__WORK ITEM__:
Copy out each line of the data below in which the string "roads" appears.

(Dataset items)
Start of Block

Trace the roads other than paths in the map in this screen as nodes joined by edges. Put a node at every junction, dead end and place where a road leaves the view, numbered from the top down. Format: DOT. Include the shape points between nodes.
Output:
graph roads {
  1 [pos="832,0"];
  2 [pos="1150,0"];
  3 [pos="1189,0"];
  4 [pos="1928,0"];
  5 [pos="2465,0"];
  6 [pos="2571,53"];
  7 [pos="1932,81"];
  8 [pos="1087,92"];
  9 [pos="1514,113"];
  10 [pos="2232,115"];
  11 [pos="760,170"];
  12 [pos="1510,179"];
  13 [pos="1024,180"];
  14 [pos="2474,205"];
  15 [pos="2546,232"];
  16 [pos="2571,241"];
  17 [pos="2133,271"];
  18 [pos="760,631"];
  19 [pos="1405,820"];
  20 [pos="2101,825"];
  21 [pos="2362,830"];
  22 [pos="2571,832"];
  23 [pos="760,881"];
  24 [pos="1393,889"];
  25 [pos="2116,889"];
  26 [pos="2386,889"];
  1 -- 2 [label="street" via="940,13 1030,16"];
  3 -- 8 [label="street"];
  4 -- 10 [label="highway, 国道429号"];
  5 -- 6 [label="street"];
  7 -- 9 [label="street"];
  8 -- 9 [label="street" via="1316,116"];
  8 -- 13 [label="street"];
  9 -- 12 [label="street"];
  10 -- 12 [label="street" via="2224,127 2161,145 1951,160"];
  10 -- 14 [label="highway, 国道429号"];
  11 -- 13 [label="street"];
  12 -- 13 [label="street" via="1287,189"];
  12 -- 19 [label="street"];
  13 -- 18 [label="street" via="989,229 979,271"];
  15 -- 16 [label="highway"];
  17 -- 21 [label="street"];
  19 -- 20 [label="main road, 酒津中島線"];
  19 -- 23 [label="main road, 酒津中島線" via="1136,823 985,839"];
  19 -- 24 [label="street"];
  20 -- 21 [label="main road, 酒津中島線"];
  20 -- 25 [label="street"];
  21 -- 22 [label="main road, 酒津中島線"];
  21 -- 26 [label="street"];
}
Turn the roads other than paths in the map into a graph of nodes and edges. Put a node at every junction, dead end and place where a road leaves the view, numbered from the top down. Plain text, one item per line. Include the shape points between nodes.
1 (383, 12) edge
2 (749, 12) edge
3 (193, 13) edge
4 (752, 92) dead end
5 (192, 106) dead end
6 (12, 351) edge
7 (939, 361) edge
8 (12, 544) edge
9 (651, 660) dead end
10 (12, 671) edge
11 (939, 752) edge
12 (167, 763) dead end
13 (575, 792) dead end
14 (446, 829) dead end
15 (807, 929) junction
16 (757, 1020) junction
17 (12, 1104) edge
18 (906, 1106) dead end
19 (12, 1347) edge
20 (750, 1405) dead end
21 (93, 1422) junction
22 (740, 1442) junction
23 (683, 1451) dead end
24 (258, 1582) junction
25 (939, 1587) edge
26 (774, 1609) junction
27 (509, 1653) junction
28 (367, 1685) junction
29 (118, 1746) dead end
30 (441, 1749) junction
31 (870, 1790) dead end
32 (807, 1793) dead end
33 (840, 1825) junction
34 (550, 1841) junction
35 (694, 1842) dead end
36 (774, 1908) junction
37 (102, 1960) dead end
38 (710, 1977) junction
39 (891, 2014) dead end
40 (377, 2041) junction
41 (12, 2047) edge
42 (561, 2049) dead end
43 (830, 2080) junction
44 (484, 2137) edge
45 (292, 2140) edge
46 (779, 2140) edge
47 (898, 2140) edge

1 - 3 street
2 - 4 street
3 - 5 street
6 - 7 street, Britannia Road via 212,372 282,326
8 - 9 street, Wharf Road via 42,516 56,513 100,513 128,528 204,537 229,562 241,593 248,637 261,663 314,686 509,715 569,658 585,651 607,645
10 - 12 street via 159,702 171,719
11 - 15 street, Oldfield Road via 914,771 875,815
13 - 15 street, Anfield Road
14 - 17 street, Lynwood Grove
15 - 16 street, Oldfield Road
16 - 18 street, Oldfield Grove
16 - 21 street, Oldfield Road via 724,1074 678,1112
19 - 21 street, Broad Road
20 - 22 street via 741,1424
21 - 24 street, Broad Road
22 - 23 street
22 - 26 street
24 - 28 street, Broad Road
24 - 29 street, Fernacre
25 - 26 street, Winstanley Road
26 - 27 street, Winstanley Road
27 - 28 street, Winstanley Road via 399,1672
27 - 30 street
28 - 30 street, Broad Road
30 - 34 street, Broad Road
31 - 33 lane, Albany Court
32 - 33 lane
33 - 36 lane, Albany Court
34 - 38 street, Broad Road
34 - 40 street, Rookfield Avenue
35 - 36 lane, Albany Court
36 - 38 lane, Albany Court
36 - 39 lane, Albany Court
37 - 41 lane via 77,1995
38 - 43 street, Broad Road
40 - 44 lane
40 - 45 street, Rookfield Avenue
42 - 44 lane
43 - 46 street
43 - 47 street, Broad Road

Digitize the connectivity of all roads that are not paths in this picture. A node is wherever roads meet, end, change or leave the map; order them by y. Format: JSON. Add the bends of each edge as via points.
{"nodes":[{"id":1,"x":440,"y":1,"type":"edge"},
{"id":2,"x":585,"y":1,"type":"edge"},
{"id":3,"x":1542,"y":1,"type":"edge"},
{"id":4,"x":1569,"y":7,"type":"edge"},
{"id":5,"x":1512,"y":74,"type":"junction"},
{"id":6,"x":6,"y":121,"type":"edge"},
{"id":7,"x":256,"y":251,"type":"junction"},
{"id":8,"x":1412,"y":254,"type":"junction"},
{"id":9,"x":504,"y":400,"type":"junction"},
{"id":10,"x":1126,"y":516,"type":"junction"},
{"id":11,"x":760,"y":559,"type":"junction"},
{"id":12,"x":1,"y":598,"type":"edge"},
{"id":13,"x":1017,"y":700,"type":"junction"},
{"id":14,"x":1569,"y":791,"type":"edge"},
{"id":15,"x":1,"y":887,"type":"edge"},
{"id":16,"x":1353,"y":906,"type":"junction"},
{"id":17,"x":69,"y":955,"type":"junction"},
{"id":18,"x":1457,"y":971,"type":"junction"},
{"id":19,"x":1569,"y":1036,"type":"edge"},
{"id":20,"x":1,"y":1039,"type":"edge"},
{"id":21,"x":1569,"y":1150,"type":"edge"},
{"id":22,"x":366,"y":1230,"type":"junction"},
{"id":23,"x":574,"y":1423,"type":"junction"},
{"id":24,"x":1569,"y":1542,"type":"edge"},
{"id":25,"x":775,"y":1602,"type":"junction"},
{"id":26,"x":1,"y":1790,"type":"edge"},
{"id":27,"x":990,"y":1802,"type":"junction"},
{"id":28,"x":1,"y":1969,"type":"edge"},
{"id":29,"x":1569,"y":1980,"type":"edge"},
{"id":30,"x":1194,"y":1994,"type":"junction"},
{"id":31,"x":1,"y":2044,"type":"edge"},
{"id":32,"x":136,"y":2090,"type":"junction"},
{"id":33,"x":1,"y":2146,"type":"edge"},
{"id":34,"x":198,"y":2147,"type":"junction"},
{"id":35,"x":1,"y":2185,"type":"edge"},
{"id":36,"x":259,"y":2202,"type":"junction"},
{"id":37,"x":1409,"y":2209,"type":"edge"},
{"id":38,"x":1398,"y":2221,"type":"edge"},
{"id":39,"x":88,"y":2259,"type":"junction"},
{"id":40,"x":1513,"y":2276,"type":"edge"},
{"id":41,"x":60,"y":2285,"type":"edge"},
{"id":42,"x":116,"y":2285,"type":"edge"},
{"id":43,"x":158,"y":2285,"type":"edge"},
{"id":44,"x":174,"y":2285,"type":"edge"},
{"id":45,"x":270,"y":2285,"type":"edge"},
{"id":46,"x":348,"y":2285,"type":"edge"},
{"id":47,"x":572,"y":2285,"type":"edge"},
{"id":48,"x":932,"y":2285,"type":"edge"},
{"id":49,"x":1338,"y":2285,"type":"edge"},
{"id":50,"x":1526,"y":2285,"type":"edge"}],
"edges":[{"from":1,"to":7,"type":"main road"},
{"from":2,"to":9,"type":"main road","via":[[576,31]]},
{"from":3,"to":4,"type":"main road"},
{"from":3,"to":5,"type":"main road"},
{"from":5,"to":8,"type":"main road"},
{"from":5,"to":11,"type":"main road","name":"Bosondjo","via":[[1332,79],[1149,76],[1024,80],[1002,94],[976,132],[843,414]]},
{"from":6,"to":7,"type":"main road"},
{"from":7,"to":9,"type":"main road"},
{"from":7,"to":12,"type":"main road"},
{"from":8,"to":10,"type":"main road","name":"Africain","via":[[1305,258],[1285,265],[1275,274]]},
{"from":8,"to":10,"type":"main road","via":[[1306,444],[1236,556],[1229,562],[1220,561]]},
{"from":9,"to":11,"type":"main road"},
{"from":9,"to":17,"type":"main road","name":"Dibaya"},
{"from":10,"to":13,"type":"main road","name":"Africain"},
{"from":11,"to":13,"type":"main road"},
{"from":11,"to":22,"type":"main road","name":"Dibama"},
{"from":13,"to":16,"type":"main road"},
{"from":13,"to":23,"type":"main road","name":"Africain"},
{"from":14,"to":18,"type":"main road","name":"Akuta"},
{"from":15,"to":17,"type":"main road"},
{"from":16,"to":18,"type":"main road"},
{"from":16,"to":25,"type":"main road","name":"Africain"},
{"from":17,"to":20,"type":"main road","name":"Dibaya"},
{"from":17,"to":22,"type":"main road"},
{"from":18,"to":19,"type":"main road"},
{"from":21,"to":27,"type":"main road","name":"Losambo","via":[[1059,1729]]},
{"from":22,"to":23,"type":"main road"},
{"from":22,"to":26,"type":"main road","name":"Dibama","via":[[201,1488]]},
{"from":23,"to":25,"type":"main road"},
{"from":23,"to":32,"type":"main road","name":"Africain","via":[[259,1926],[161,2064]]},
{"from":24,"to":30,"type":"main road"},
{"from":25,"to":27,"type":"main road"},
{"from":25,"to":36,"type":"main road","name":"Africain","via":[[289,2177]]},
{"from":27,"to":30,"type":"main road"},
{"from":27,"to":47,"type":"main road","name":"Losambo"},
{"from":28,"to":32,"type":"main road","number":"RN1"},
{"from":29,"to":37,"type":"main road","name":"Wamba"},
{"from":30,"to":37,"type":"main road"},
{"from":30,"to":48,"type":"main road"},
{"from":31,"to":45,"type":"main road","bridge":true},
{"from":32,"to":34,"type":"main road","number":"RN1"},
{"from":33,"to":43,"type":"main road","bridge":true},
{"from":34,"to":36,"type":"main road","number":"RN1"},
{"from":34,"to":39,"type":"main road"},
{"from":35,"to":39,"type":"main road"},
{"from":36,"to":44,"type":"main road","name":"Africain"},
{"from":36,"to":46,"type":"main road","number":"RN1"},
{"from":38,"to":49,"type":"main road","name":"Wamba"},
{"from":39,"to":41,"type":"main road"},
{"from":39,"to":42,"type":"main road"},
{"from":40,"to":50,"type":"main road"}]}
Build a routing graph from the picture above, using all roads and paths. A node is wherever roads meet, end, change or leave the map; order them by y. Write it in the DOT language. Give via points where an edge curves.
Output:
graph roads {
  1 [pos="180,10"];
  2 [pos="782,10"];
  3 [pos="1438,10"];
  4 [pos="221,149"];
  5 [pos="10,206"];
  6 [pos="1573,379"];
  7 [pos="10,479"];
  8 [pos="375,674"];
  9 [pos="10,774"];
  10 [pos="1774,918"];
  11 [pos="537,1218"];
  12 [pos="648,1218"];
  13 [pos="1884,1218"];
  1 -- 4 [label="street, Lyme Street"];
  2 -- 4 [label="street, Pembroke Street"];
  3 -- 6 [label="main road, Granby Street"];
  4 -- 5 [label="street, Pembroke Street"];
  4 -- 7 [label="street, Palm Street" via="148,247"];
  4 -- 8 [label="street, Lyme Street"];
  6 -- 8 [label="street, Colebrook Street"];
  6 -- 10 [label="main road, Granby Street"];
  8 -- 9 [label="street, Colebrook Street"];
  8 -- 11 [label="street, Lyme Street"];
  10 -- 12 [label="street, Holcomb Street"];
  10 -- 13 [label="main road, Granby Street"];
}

End of Block

__REPLY TO THE EXERCISE__:
Trace the roads other than paths in the map in this screen as nodes joined by edges. Put a node at every junction, dead end and place where a road leaves the view, numbered from the top down. Format: DOT. Include the shape points between nodes.
graph roads {
Turn the roads other than paths in the map into a graph of nodes and edges. Put a node at every junction, dead end and place where a road leaves the view, numbered from the top down. Plain text, one item per line. Include the shape points between nodes.
Digitize the connectivity of all roads that are not paths in this picture. A node is wherever roads meet, end, change or leave the map; order them by y. Format: JSON. Add the bends of each edge as via points.
Build a routing graph from the picture above, using all roads and paths. A node is wherever roads meet, end, change or leave the map; order them by y. Write it in the DOT language. Give via points where an edge curves.
graph roads {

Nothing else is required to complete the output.